Okay, there was MC Hammer and New Kids on the Block, but you get the point.
Curiously enough one of the best albums of that year (according to Q magazine and dozens of critics) was one that simply didn't do the business at the cash register.
Karl Wallinger, formerly of the Waterboys alongside Mike Scott, had embarked on a promising solo career with his band World Party (the debut album Private Revolution in 1986). He confirmed his particular gift for late-period Fab Four-inspired music on Goodbye Jumbo, an album of effortless melodicism and adult pop with allusive lyrics about God, the green revolution, love in many forms and much more.
With a tidy 12 tracks, potentially huge hits in the trippy pop of Put The Message In The Box and the rocky Way Down Now, Goodbye Jumbo was the great album that went past just about everyone.
At the inaugural Q awards that year it won best album - but still it didn't really catch on.
It is impossible to understand why, especially when within about four years later Oasis would borrow from essentially the same sources but with much less care and musical style (although admittedly a bit more T.Rex rock and swaggering attitude).

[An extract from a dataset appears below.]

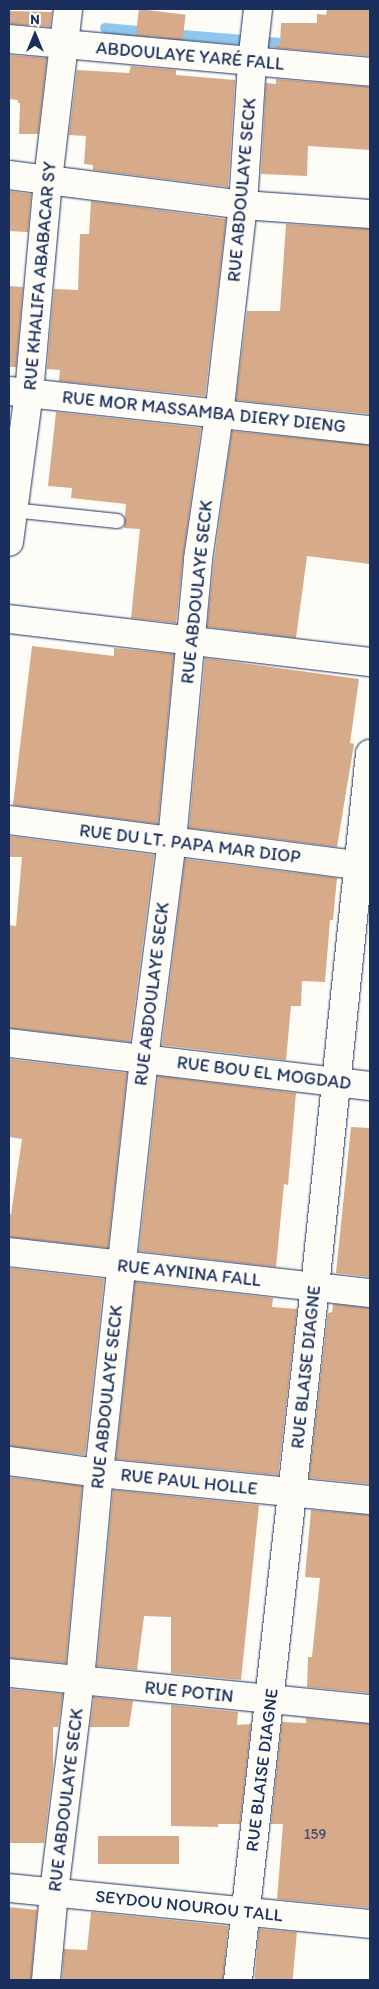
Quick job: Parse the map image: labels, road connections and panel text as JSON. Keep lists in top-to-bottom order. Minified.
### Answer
{"streets":{"street":["ABDOULAYE YARÉ FALL","RUE ABDOULAYE SECK","RUE KHALIFA ABABACAR SY","RUE MOR MASSAMBA DIERY DIENG","RUE DU LT. PAPA MAR DIOP","RUE BOU EL MOGDAD","RUE AYNINA FALL","RUE BLAISE DIAGNE","RUE PAUL HOLLE","RUE POTIN","SEYDOU NOUROU TALL"]},"crossings":[["ABDOULAYE YARÉ FALL","RUE ABDOULAYE SECK"],["ABDOULAYE YARÉ FALL","RUE KHALIFA ABABACAR SY"],["RUE ABDOULAYE SECK","RUE MOR MASSAMBA DIERY DIENG"],["RUE ABDOULAYE SECK","RUE DU LT. PAPA MAR DIOP"],["RUE ABDOULAYE SECK","RUE BOU EL MOGDAD"],["RUE ABDOULAYE SECK","RUE AYNINA FALL"],["RUE ABDOULAYE SECK","RUE PAUL HOLLE"],["RUE ABDOULAYE SECK","RUE POTIN"],["RUE ABDOULAYE SECK","SEYDOU NOUROU TALL"],["RUE KHALIFA ABABACAR SY","RUE MOR MASSAMBA DIERY DIENG"],["RUE DU LT. PAPA MAR DIOP","RUE BLAISE DIAGNE"],["RUE BOU EL MOGDAD","RUE BLAISE DIAGNE"],["RUE AYNINA FALL","RUE BLAISE DIAGNE"],["RUE BLAISE DIAGNE","RUE PAUL HOLLE"],["RUE BLAISE DIAGNE","RUE POTIN"],["RUE BLAISE DIAGNE","SEYDOU NOUROU TALL"]],"house_numbers":["159"],"north":"top"}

Wallinger wasn't a man for swagger: his lyrics were cleverly crafted and his music - which he wrote and often performed almost every part himself in the studio - was subtle, discreetly referenced in his role models (sometimes the Stones as much as the Beatles) and he could cleverly incorporate a line from Iggy Pop as if it was the most natural thing in the world.

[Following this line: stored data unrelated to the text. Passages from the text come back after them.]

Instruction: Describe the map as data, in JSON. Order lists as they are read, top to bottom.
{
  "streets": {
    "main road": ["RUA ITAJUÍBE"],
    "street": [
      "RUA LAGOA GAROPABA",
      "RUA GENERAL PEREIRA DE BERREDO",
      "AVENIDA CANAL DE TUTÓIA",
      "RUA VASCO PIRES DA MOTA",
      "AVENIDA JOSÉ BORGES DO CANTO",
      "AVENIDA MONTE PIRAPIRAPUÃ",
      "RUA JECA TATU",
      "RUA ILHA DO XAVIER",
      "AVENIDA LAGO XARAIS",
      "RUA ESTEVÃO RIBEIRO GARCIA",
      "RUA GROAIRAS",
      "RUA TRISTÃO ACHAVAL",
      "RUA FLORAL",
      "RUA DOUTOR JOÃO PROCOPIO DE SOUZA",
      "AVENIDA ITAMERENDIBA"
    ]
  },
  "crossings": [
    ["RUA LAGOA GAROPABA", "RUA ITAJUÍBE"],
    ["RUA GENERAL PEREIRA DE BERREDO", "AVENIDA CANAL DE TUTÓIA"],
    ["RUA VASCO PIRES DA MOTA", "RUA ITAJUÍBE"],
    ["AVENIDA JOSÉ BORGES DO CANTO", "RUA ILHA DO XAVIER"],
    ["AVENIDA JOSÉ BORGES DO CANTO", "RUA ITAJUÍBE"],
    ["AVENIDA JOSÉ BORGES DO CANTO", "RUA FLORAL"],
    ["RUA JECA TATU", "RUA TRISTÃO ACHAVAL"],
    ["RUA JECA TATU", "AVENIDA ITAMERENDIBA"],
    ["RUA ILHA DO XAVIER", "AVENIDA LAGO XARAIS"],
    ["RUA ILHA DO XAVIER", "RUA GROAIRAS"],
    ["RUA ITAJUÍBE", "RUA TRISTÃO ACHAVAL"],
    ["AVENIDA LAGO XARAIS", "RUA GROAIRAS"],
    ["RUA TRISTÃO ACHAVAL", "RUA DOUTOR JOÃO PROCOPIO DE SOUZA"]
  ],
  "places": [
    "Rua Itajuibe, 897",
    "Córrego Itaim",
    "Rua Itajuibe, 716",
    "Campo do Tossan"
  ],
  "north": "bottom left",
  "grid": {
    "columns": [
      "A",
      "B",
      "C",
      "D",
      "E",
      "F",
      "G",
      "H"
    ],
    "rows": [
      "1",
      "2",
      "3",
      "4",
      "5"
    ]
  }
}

Goodbye Jumbo bristles with musical ideas, but they are all contained within the pop-rock format. The gritty Way Down Now cuts right back for an intimate central section and the lyrics offer bewildering post-psychedelic confusion; Ain't Gonna Come Till I'm Ready is a sly nod to soft psychedelic Curtis Mayfield-soul; he fades up When the Rainbow Comes just as the Beatles did with Eight Days A Week and it hits its peak in ringing chords and an optimistic invitation to "step out of the open door . . . build a new house down by the sea".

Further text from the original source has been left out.